By the 2020s, the Chinese government had made significant advances in applying computer technology to garden-variety surveillance. To do so, that government relied to a significant extent on Chinese companies, and this in turn encouraged innovation at those companies even for non-governmental applications. I contend that treating this as a case study in business and government, without bringing in the ethical and political implications is a mistake. The ostensive “objectivity” of empirical social science may seem like an objective for scholars, but I submit that bringing in political and ethical theory renders the analysis superior to that which political economy alone can provide.

David Yang, who teaches economics at Harvard, spoke on a panel on China on October 11, 2024 on why some Chinese companies were developing AI technology even though generally technological development tends to go on in democracies rather than dictatorships. The reason for the exception, he said, is that the Chinese government had been buying facial-recognition software from companies in order to improve surveillance of the Chinese. Ignoring the unsavory ethical implications of a more totalitarian surveillance, Yang characterized the relationship between the businesses and the government as a win-win. The purchases by the government gives the companies the financial incentive and wherewithal to innovate AI for other, purely commercial purposes, and the government can more easily “restore order locally from social unrest.” Characterizing political protests as unrest can be said to be taken from an autocrat’s handbook, which unfairly casts a negative glow on what in a democracy is seen as healthy. Omitting the ethical implications from relations between business and government generally is thus partial both with respect to wholeness or completeness and in the sense of being biased. Even though Yang tried to present the relationship between the Chinese companies working on facial-recognition and the Chinese government buying the finished products objectively, his omission of the ethical dimension resulted in an incomplete explanation and a pro-autocratic bias. Even though such a bias could be said to be in sync with Harvard’s police-state, the hegemony of social order as the top value in political theory is problematic.

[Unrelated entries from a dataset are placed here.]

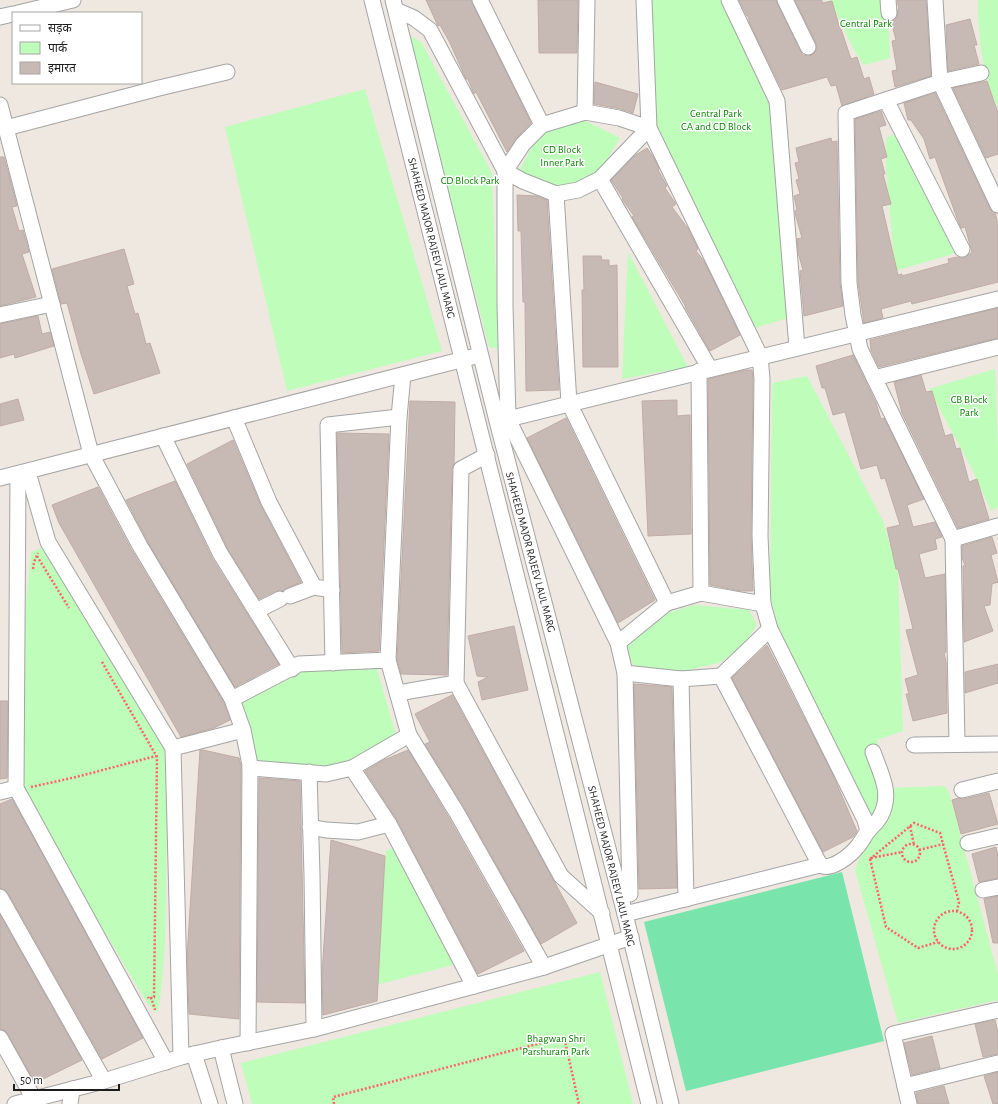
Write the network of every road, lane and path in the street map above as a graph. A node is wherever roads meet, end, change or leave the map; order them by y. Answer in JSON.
{"nodes":[{"id":1,"x":73,"y":0,"type":"edge"},
{"id":2,"x":372,"y":0,"type":"edge"},
{"id":3,"x":480,"y":0,"type":"edge"},
{"id":4,"x":587,"y":0,"type":"edge"},
{"id":5,"x":644,"y":0,"type":"edge"},
{"id":6,"x":729,"y":0,"type":"edge"},
{"id":7,"x":785,"y":0,"type":"edge"},
{"id":8,"x":935,"y":0,"type":"edge"},
{"id":9,"x":394,"y":5,"type":"edge"},
{"id":10,"x":22,"y":12,"type":"edge"},
{"id":11,"x":12,"y":14,"type":"edge"},
{"id":12,"x":0,"y":17,"type":"edge"},
{"id":13,"x":808,"y":47,"type":"dead end"},
{"id":14,"x":227,"y":72,"type":"dead end"},
{"id":15,"x":981,"y":73,"type":"dead end"},
{"id":16,"x":940,"y":82,"type":"junction"},
{"id":17,"x":886,"y":100,"type":"junction"},
{"id":18,"x":0,"y":105,"type":"edge"},
{"id":19,"x":585,"y":112,"type":"junction"},
{"id":20,"x":542,"y":124,"type":"junction"},
{"id":21,"x":6,"y":128,"type":"junction"},
{"id":22,"x":649,"y":128,"type":"junction"},
{"id":23,"x":6,"y":156,"type":"edge"},
{"id":24,"x":505,"y":171,"type":"junction"},
{"id":25,"x":600,"y":179,"type":"junction"},
{"id":26,"x":556,"y":194,"type":"junction"},
{"id":27,"x":998,"y":205,"type":"edge"},
{"id":28,"x":962,"y":249,"type":"dead end"},
{"id":29,"x":998,"y":299,"type":"edge"},
{"id":30,"x":52,"y":304,"type":"junction"},
{"id":31,"x":0,"y":315,"type":"edge"},
{"id":32,"x":856,"y":333,"type":"junction"},
{"id":33,"x":998,"y":347,"type":"edge"},
{"id":34,"x":797,"y":348,"type":"junction"},
{"id":35,"x":480,"y":355,"type":"junction"},
{"id":36,"x":760,"y":356,"type":"junction"},
{"id":37,"x":463,"y":359,"type":"junction"},
{"id":38,"x":704,"y":370,"type":"junction"},
{"id":39,"x":403,"y":375,"type":"junction"},
{"id":40,"x":874,"y":378,"type":"junction"},
{"id":41,"x":569,"y":403,"type":"junction"},
{"id":42,"x":399,"y":417,"type":"junction"},
{"id":43,"x":234,"y":418,"type":"junction"},
{"id":44,"x":502,"y":420,"type":"junction"},
{"id":45,"x":480,"y":427,"type":"junction"},
{"id":46,"x":164,"y":436,"type":"junction"},
{"id":47,"x":91,"y":454,"type":"junction"},
{"id":48,"x":487,"y":455,"type":"junction"},
{"id":49,"x":23,"y":473,"type":"junction"},
{"id":50,"x":0,"y":478,"type":"edge"},
{"id":51,"x":998,"y":526,"type":"edge"},
{"id":52,"x":953,"y":539,"type":"junction"},
{"id":53,"x":33,"y":570,"type":"dead end"},
{"id":54,"x":314,"y":587,"type":"junction"},
{"id":55,"x":332,"y":590,"type":"junction"},
{"id":56,"x":701,"y":593,"type":"junction"},
{"id":57,"x":667,"y":603,"type":"junction"},
{"id":58,"x":763,"y":604,"type":"junction"},
{"id":59,"x":256,"y":611,"type":"junction"},
{"id":60,"x":73,"y":614,"type":"dead end"},
{"id":61,"x":770,"y":629,"type":"junction"},
{"id":62,"x":618,"y":643,"type":"junction"},
{"id":63,"x":101,"y":660,"type":"dead end"},
{"id":64,"x":388,"y":660,"type":"junction"},
{"id":65,"x":334,"y":663,"type":"junction"},
{"id":66,"x":292,"y":669,"type":"junction"},
{"id":67,"x":625,"y":673,"type":"junction"},
{"id":68,"x":721,"y":676,"type":"junction"},
{"id":69,"x":681,"y":679,"type":"junction"},
{"id":70,"x":456,"y":683,"type":"junction"},
{"id":71,"x":398,"y":693,"type":"junction"},
{"id":72,"x":232,"y":698,"type":"junction"},
{"id":73,"x":243,"y":730,"type":"junction"},
{"id":74,"x":409,"y":735,"type":"junction"},
{"id":75,"x":957,"y":744,"type":"junction"},
{"id":76,"x":998,"y":744,"type":"edge"},
{"id":77,"x":914,"y":745,"type":"dead end"},
{"id":78,"x":173,"y":748,"type":"junction"},
{"id":79,"x":873,"y":752,"type":"dead end"},
{"id":80,"x":156,"y":756,"type":"junction"},
{"id":81,"x":250,"y":768,"type":"junction"},
{"id":82,"x":352,"y":768,"type":"junction"},
{"id":83,"x":309,"y":772,"type":"junction"},
{"id":84,"x":998,"y":781,"type":"edge"},
{"id":85,"x":21,"y":788,"type":"junction"},
{"id":86,"x":962,"y":790,"type":"dead end"},
{"id":87,"x":0,"y":792,"type":"edge"},
{"id":88,"x":389,"y":824,"type":"junction"},
{"id":89,"x":910,"y":826,"type":"junction"},
{"id":90,"x":310,"y":827,"type":"junction"},
{"id":91,"x":868,"y":831,"type":"junction"},
{"id":92,"x":998,"y":836,"type":"edge"},
{"id":93,"x":968,"y":843,"type":"dead end"},
{"id":94,"x":943,"y":844,"type":"junction"},
{"id":95,"x":914,"y":845,"type":"junction"},
{"id":96,"x":919,"y":850,"type":"junction"},
{"id":97,"x":902,"y":852,"type":"junction"},
{"id":98,"x":870,"y":858,"type":"junction"},
{"id":99,"x":820,"y":865,"type":"junction"},
{"id":100,"x":998,"y":887,"type":"edge"},
{"id":101,"x":983,"y":890,"type":"dead end"},
{"id":102,"x":630,"y":894,"type":"dead end"},
{"id":103,"x":0,"y":897,"type":"edge"},
{"id":104,"x":686,"y":899,"type":"junction"},
{"id":105,"x":957,"y":911,"type":"junction"},
{"id":106,"x":602,"y":914,"type":"junction"},
{"id":107,"x":625,"y":914,"type":"junction"},
{"id":108,"x":631,"y":937,"type":"junction"},
{"id":109,"x":938,"y":942,"type":"junction"},
{"id":110,"x":610,"y":945,"type":"junction"},
{"id":111,"x":544,"y":967,"type":"junction"},
{"id":112,"x":474,"y":986,"type":"junction"},
{"id":113,"x":145,"y":992,"type":"dead end"},
{"id":114,"x":998,"y":1010,"type":"edge"},
{"id":115,"x":314,"y":1029,"type":"junction"},
{"id":116,"x":0,"y":1038,"type":"edge"},
{"id":117,"x":248,"y":1043,"type":"junction"},
{"id":118,"x":221,"y":1048,"type":"junction"},
{"id":119,"x":187,"y":1056,"type":"junction"},
{"id":120,"x":166,"y":1062,"type":"junction"},
{"id":121,"x":998,"y":1063,"type":"edge"},
{"id":122,"x":104,"y":1081,"type":"junction"},
{"id":123,"x":905,"y":1086,"type":"junction"},
{"id":124,"x":72,"y":1089,"type":"junction"},
{"id":125,"x":34,"y":1100,"type":"junction"},
{"id":126,"x":15,"y":1104,"type":"edge"},
{"id":127,"x":70,"y":1104,"type":"edge"},
{"id":128,"x":210,"y":1104,"type":"edge"},
{"id":129,"x":235,"y":1104,"type":"edge"},
{"id":130,"x":334,"y":1104,"type":"edge"},
{"id":131,"x":579,"y":1104,"type":"edge"},
{"id":132,"x":649,"y":1104,"type":"edge"},
{"id":133,"x":671,"y":1104,"type":"edge"},
{"id":134,"x":909,"y":1104,"type":"edge"}],
"edges":[{"from":1,"to":10,"type":"street"},
{"from":2,"to":37,"type":"street","name":"SHAHEED MAJOR RAJEEV LAUL MARG"},
{"from":3,"to":20,"type":"street"},
{"from":4,"to":19,"type":"street"},
{"from":5,"to":22,"type":"street"},
{"from":6,"to":34,"type":"street"},
{"from":7,"to":13,"type":"street"},
{"from":8,"to":16,"type":"street"},
{"from":9,"to":24,"type":"street"},
{"from":9,"to":35,"type":"street","name":"SHAHEED MAJOR RAJEEV LAUL MARG"},
{"from":11,"to":12,"type":"street"},
{"from":14,"to":21,"type":"street"},
{"from":15,"to":16,"type":"street"},
{"from":16,"to":17,"type":"street"},
{"from":16,"to":27,"type":"street"},
{"from":17,"to":28,"type":"street"},
{"from":17,"to":32,"type":"street"},
{"from":18,"to":21,"type":"street"},
{"from":19,"to":20,"type":"street"},
{"from":19,"to":22,"type":"street"},
{"from":20,"to":24,"type":"street"},
{"from":21,"to":23,"type":"street"},
{"from":22,"to":25,"type":"street"},
{"from":22,"to":36,"type":"street"},
{"from":23,"to":30,"type":"street"},
{"from":24,"to":26,"type":"street"},
{"from":24,"to":44,"type":"street"},
{"from":25,"to":26,"type":"street"},
{"from":25,"to":38,"type":"street"},
{"from":26,"to":41,"type":"street"},
{"from":29,"to":32,"type":"street"},
{"from":30,"to":31,"type":"street"},
{"from":30,"to":47,"type":"street"},
{"from":32,"to":34,"type":"street"},
{"from":32,"to":40,"type":"street"},
{"from":33,"to":40,"type":"street"},
{"from":34,"to":36,"type":"street"},
{"from":35,"to":37,"type":"street"},
{"from":35,"to":44,"type":"street","name":"SHAHEED MAJOR RAJEEV LAUL MARG"},
{"from":36,"to":38,"type":"street"},
{"from":36,"to":58,"type":"street"},
{"from":37,"to":39,"type":"street"},
{"from":37,"to":45,"type":"street","name":"SHAHEED MAJOR RAJEEV LAUL MARG"},
{"from":38,"to":41,"type":"street"},
{"from":38,"to":56,"type":"street"},
{"from":39,"to":42,"type":"street"},
{"from":39,"to":43,"type":"street"},
{"from":40,"to":52,"type":"street"},
{"from":41,"to":44,"type":"street"},
{"from":41,"to":57,"type":"street"},
{"from":42,"to":55,"type":"street"},
{"from":42,"to":64,"type":"street"},
{"from":43,"to":46,"type":"street"},
{"from":43,"to":54,"type":"street"},
{"from":44,"to":45,"type":"street"},
{"from":44,"to":62,"type":"street"},
{"from":44,"to":107,"type":"street","name":"SHAHEED MAJOR RAJEEV LAUL MARG"},
{"from":45,"to":48,"type":"street","name":"SHAHEED MAJOR RAJEEV LAUL MARG"},
{"from":46,"to":47,"type":"street"},
{"from":46,"to":59,"type":"street"},
{"from":47,"to":49,"type":"street"},
{"from":47,"to":72,"type":"street"},
{"from":48,"to":70,"type":"street"},
{"from":48,"to":106,"type":"street","name":"SHAHEED MAJOR RAJEEV LAUL MARG"},
{"from":49,"to":50,"type":"street"},
{"from":49,"to":78,"type":"street"},
{"from":49,"to":85,"type":"street"},
{"from":51,"to":52,"type":"street"},
{"from":52,"to":75,"type":"street"},
{"from":53,"to":60,"type":"path"},
{"from":54,"to":55,"type":"street"},
{"from":54,"to":59,"type":"street"},
{"from":55,"to":65,"type":"street"},
{"from":56,"to":57,"type":"street"},
{"from":56,"to":58,"type":"street"},
{"from":57,"to":62,"type":"street"},
{"from":58,"to":61,"type":"street"},
{"from":59,"to":66,"type":"street"},
{"from":61,"to":68,"type":"street"},
{"from":61,"to":91,"type":"street"},
{"from":62,"to":67,"type":"street"},
{"from":63,"to":80,"type":"path"},
{"from":64,"to":65,"type":"street"},
{"from":64,"to":71,"type":"street"},
{"from":65,"to":66,"type":"street"},
{"from":66,"to":72,"type":"street"},
{"from":67,"to":69,"type":"street"},
{"from":67,"to":102,"type":"street"},
{"from":68,"to":69,"type":"street"},
{"from":68,"to":99,"type":"street"},
{"from":69,"to":104,"type":"street"},
{"from":70,"to":71,"type":"street"},
{"from":70,"to":106,"type":"street"},
{"from":71,"to":74,"type":"street"},
{"from":72,"to":73,"type":"street"},
{"from":73,"to":78,"type":"street"},
{"from":73,"to":81,"type":"street"},
{"from":74,"to":82,"type":"street"},
{"from":74,"to":111,"type":"street"},
{"from":75,"to":76,"type":"street"},
{"from":75,"to":77,"type":"street"},
{"from":78,"to":119,"type":"street"},
{"from":79,"to":91,"type":"street"},
{"from":80,"to":85,"type":"path"},
{"from":80,"to":113,"type":"path"},
{"from":81,"to":83,"type":"street"},
{"from":81,"to":117,"type":"street"},
{"from":82,"to":83,"type":"street"},
{"from":82,"to":88,"type":"street"},
{"from":83,"to":90,"type":"street"},
{"from":84,"to":86,"type":"street"},
{"from":85,"to":87,"type":"street"},
{"from":85,"to":120,"type":"street"},
{"from":88,"to":90,"type":"street"},
{"from":88,"to":112,"type":"street"},
{"from":89,"to":94,"type":"path"},
{"from":89,"to":95,"type":"path"},
{"from":89,"to":98,"type":"path"},
{"from":90,"to":115,"type":"street"},
{"from":91,"to":99,"type":"street"},
{"from":92,"to":93,"type":"street"},
{"from":94,"to":96,"type":"path"},
{"from":94,"to":105,"type":"path"},
{"from":95,"to":96,"type":"path"},
{"from":95,"to":97,"type":"path"},
{"from":96,"to":97,"type":"path"},
{"from":97,"to":98,"type":"path"},
{"from":98,"to":109,"type":"path"},
{"from":99,"to":104,"type":"street"},
{"from":100,"to":101,"type":"street"},
{"from":103,"to":122,"type":"street"},
{"from":104,"to":107,"type":"street"},
{"from":105,"to":109,"type":"path"},
{"from":105,"to":109,"type":"path"},
{"from":106,"to":110,"type":"street","name":"SHAHEED MAJOR RAJEEV LAUL MARG"},
{"from":107,"to":108,"type":"street","name":"SHAHEED MAJOR RAJEEV LAUL MARG"},
{"from":108,"to":110,"type":"street"},
{"from":108,"to":133,"type":"street","name":"SHAHEED MAJOR RAJEEV LAUL MARG"},
{"from":110,"to":111,"type":"street"},
{"from":110,"to":132,"type":"street","name":"SHAHEED MAJOR RAJEEV LAUL MARG"},
{"from":111,"to":112,"type":"street"},
{"from":112,"to":115,"type":"street"},
{"from":114,"to":123,"type":"street"},
{"from":115,"to":117,"type":"street"},
{"from":116,"to":125,"type":"street"},
{"from":117,"to":118,"type":"street"},
{"from":118,"to":119,"type":"street"},
{"from":118,"to":129,"type":"street"},
{"from":119,"to":120,"type":"street"},
{"from":119,"to":128,"type":"street"},
{"from":120,"to":122,"type":"street"},
{"from":121,"to":123,"type":"street"},
{"from":122,"to":124,"type":"street"},
{"from":123,"to":134,"type":"street"},
{"from":124,"to":125,"type":"street"},
{"from":124,"to":127,"type":"street"},
{"from":125,"to":126,"type":"street"},
{"from":130,"to":131,"type":"path"}]}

To be sure, social value could come with a government’s use of facial-recognition AI technology. Dave Davies, an American journalist who ventured inside China’s “surveillance state,” has argued that the Chinese Communist Party was “trying to internalize control. . . . Once you believe its true, it’s like you don’t even need the policeman at the corner anymore, because you’re becoming your own policeman.”[1] Once we shift from political protests to criminal activity, it is easier for even a democrat to see the value in prompting people to police themselves so a visible police-state apparatus in public would not be as likely. This is the antithesis of the “invisible man” question: What would you do that is illegal were you invisible so no one would see you and you wouldn’t get caught?  Instead, we can ask: What wouldn’t you do that you otherwise would do if you thought odds were high that you would get caught by police using facial-recognition AI technology?

But even with this internalization of control within an individual, which admittedly does not reach the individual not wanting to steal or injure someone in some way, the loss of privacy in public can be reckoned as an ethical (i.e., undeserved) harm that outweighs the ethical benefit of internalized control. Ben Franklin, one of the founding fathers of the United States, famously said that people who would trade privacy for more security deserve neither liberty nor safety. Of course, liberty is severely repressed in a dictatorship, and such a government can freely reduce people’s privacy with impunity in getting carried away with adding security measures. Ironically, such action by a pseudo-government can be observed at major universities in the States, including at Yale and Harvard, whose police departments do not have democratic legitimacy because the U.S. Constitution gives the police power to the state and federal governments rather than to even very wealthy private (“non-profit”) organizations.  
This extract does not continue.